### Source information
══════════

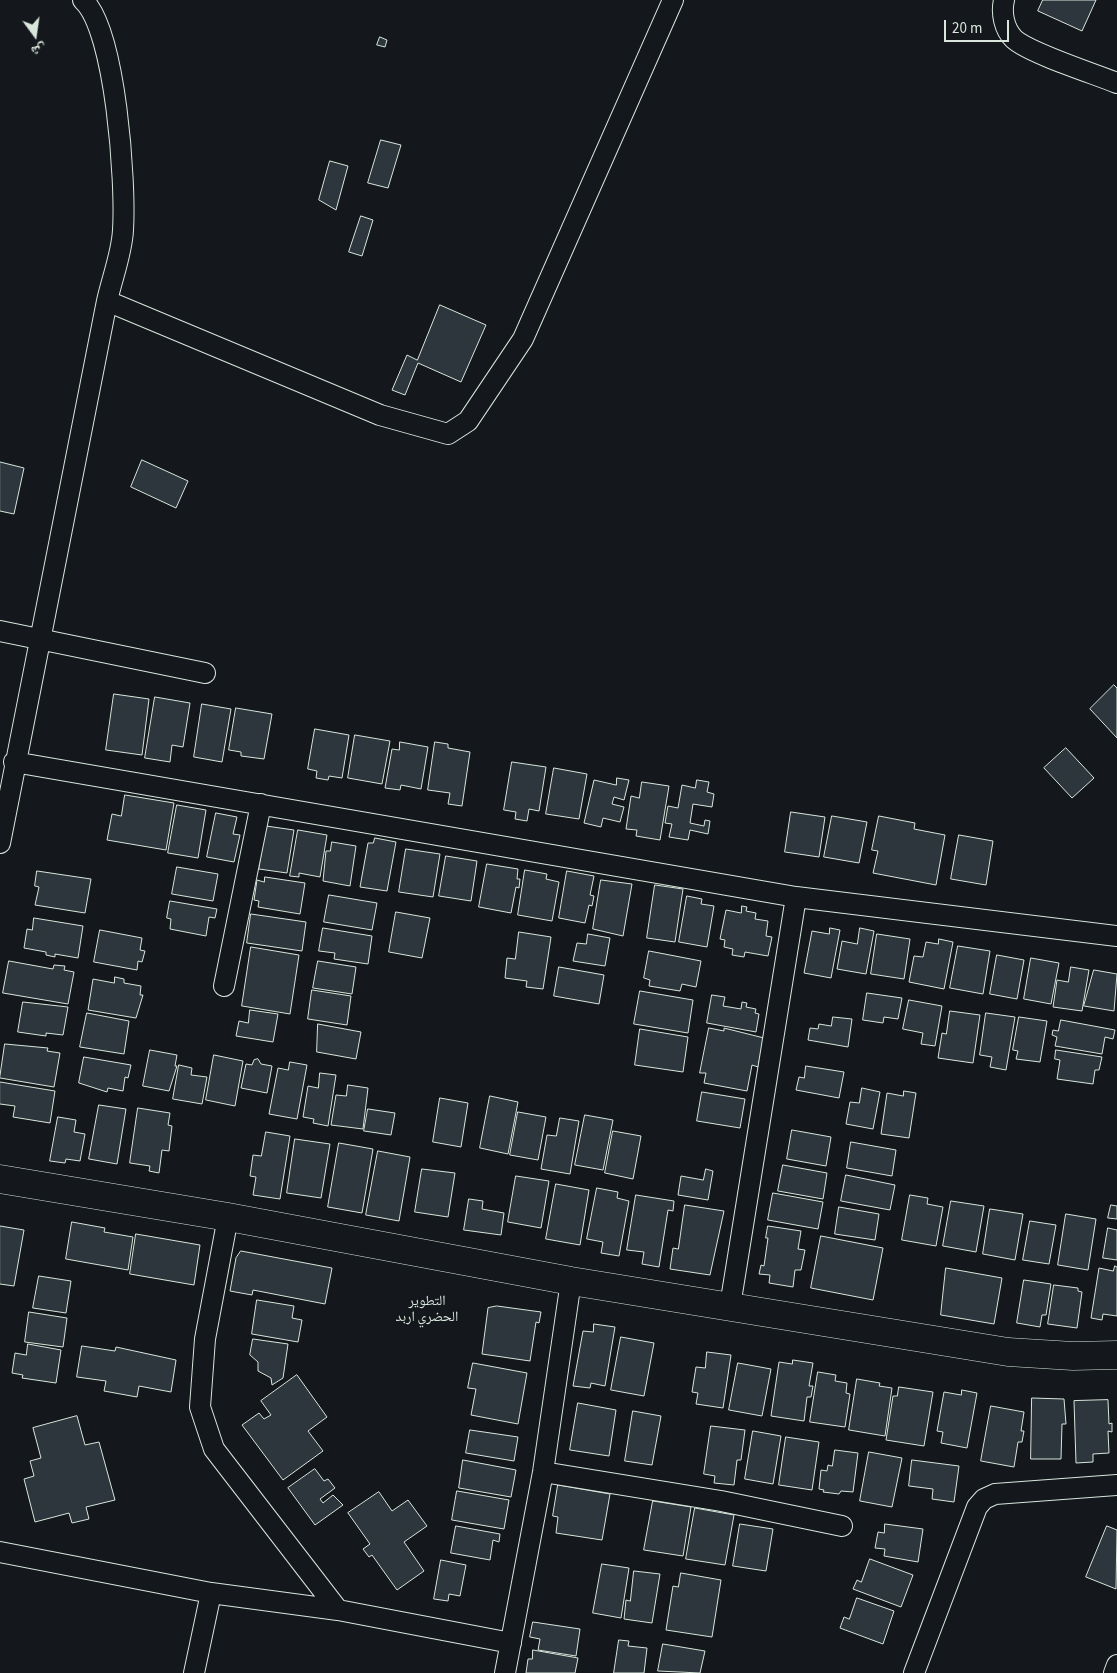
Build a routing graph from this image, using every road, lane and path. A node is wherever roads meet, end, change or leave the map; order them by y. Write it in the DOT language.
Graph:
graph roads {
  1 [pos="84,0"];
  2 [pos="673,0"];
  3 [pos="1004,0"];
  4 [pos="1117,83"];
  5 [pos="107,301"];
  6 [pos="0,631"];
  7 [pos="40,637"];
  8 [pos="205,673"];
  9 [pos="14,762"];
  10 [pos="261,804"];
  11 [pos="0,843"];
  12 [pos="796,897"];
  13 [pos="1117,936"];
  14 [pos="224,986"];
  15 [pos="0,1179"];
  16 [pos="228,1217"];
  17 [pos="571,1280"];
  18 [pos="730,1306"];
  19 [pos="1117,1355"];
  20 [pos="543,1472"];
  21 [pos="1117,1485"];
  22 [pos="842,1526"];
  23 [pos="0,1552"];
  24 [pos="211,1593"];
  25 [pos="338,1610"];
  26 [pos="511,1643"];
  27 [pos="1117,1665"];
  28 [pos="194,1673"];
  29 [pos="505,1673"];
  30 [pos="914,1673"];
  31 [pos="1114,1673"];
  1 -- 5 [label="street"];
  2 -- 5 [label="street"];
  3 -- 4 [label="street"];
  5 -- 7 [label="street"];
  6 -- 7 [label="street"];
  7 -- 8 [label="street"];
  7 -- 9 [label="street"];
  9 -- 10 [label="street"];
  9 -- 11 [label="street"];
  10 -- 12 [label="street"];
  10 -- 14 [label="street"];
  12 -- 13 [label="street"];
  12 -- 18 [label="street"];
  15 -- 16 [label="street"];
  16 -- 17 [label="street"];
  16 -- 25 [label="street"];
  17 -- 18 [label="street"];
  17 -- 20 [label="street"];
  18 -- 19 [label="street"];
  20 -- 22 [label="street"];
  20 -- 26 [label="street"];
  21 -- 30 [label="street"];
  23 -- 24 [label="street"];
  24 -- 25 [label="street"];
  24 -- 28 [label="street"];
  25 -- 26 [label="street"];
  26 -- 29 [label="street"];
  27 -- 31 [label="street"];
}
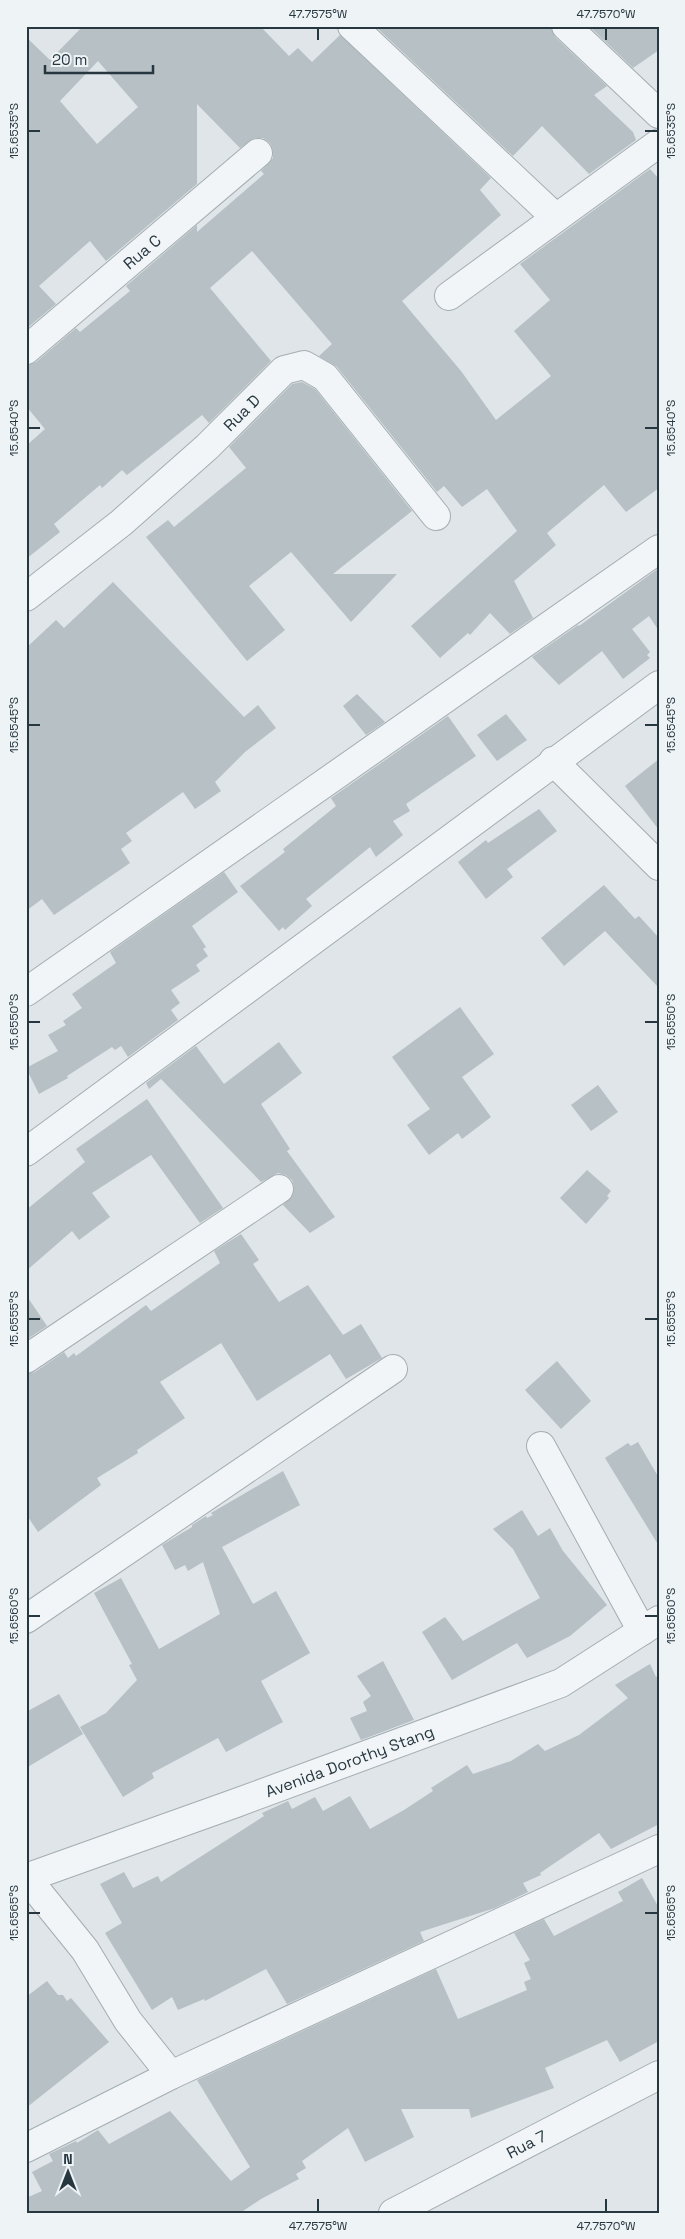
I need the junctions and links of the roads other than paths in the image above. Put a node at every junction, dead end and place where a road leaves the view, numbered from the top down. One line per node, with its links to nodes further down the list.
1 (352, 26): 6 (street)
2 (566, 26): 3 (street)
3 (659, 114)
4 (659, 144): 6 (street)
5 (258, 153): 8 (street, Rua C)
6 (555, 217): 7 (street)
7 (450, 296)
8 (26, 350)
9 (436, 516): 11 (street, Rua D)
10 (659, 549): 15 (street)
11 (26, 597)
12 (659, 686): 13 (street)
13 (553, 762): 14 (street); 16 (street)
14 (659, 866)
15 (26, 992)
16 (26, 1152)
17 (278, 1189): 18 (street)
18 (26, 1359)
19 (393, 1369): 21 (street)
20 (541, 1446): 22 (street)
21 (26, 1619)
22 (650, 1625): 24 (street, Avenida Dorothy Stang)
23 (659, 1849): 26 (street)
24 (26, 1878): 26 (street)
25 (659, 2075): 28 (street, Rua 7)
26 (172, 2076): 27 (street)
27 (26, 2148)
28 (393, 2213)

══════════

### What needs to be done
The entries above are to be copied exactly, with every picture left out.

### Exercise response
Build a routing graph from this image, using every road, lane and path. A node is wherever roads meet, end, change or leave the map; order them by y. Write it in the DOT language.
Graph:
graph roads {
  1 [pos="84,0"];
  2 [pos="673,0"];
  3 [pos="1004,0"];
  4 [pos="1117,83"];
  5 [pos="107,301"];
  6 [pos="0,631"];
  7 [pos="40,637"];
  8 [pos="205,673"];
  9 [pos="14,762"];
  10 [pos="261,804"];
  11 [pos="0,843"];
  12 [pos="796,897"];
  13 [pos="1117,936"];
  14 [pos="224,986"];
  15 [pos="0,1179"];
  16 [pos="228,1217"];
  17 [pos="571,1280"];
  18 [pos="730,1306"];
  19 [pos="1117,1355"];
  20 [pos="543,1472"];
  21 [pos="1117,1485"];
  22 [pos="842,1526"];
  23 [pos="0,1552"];
  24 [pos="211,1593"];
  25 [pos="338,1610"];
  26 [pos="511,1643"];
  27 [pos="1117,1665"];
  28 [pos="194,1673"];
  29 [pos="505,1673"];
  30 [pos="914,1673"];
  31 [pos="1114,1673"];
  1 -- 5 [label="street"];
  2 -- 5 [label="street"];
  3 -- 4 [label="street"];
  5 -- 7 [label="street"];
  6 -- 7 [label="street"];
  7 -- 8 [label="street"];
  7 -- 9 [label="street"];
  9 -- 10 [label="street"];
  9 -- 11 [label="street"];
  10 -- 12 [label="street"];
  10 -- 14 [label="street"];
  12 -- 13 [label="street"];
  12 -- 18 [label="street"];
  15 -- 16 [label="street"];
  16 -- 17 [label="street"];
  16 -- 25 [label="street"];
  17 -- 18 [label="street"];
  17 -- 20 [label="street"];
  18 -- 19 [label="street"];
  20 -- 22 [label="street"];
  20 -- 26 [label="street"];
  21 -- 30 [label="street"];
  23 -- 24 [label="street"];
  24 -- 25 [label="street"];
  24 -- 28 [label="street"];
  25 -- 26 [label="street"];
  26 -- 29 [label="street"];
  27 -- 31 [label="street"];
}
I need the junctions and links of the roads other than paths in the image above. Put a node at every junction, dead end and place where a road leaves the view, numbered from the top down. One line per node, with its links to nodes further down the list.
1 (352, 26): 6 (street)
2 (566, 26): 3 (street)
3 (659, 114)
4 (659, 144): 6 (street)
5 (258, 153): 8 (street, Rua C)
6 (555, 217): 7 (street)
7 (450, 296)
8 (26, 350)
9 (436, 516): 11 (street, Rua D)
10 (659, 549): 15 (street)
11 (26, 597)
12 (659, 686): 13 (street)
13 (553, 762): 14 (street); 16 (street)
14 (659, 866)
15 (26, 992)
16 (26, 1152)
17 (278, 1189): 18 (street)
18 (26, 1359)
19 (393, 1369): 21 (street)
20 (541, 1446): 22 (street)
21 (26, 1619)
22 (650, 1625): 24 (street, Avenida Dorothy Stang)
23 (659, 1849): 26 (street)
24 (26, 1878): 26 (street)
25 (659, 2075): 28 (street, Rua 7)
26 (172, 2076): 27 (street)
27 (26, 2148)
28 (393, 2213)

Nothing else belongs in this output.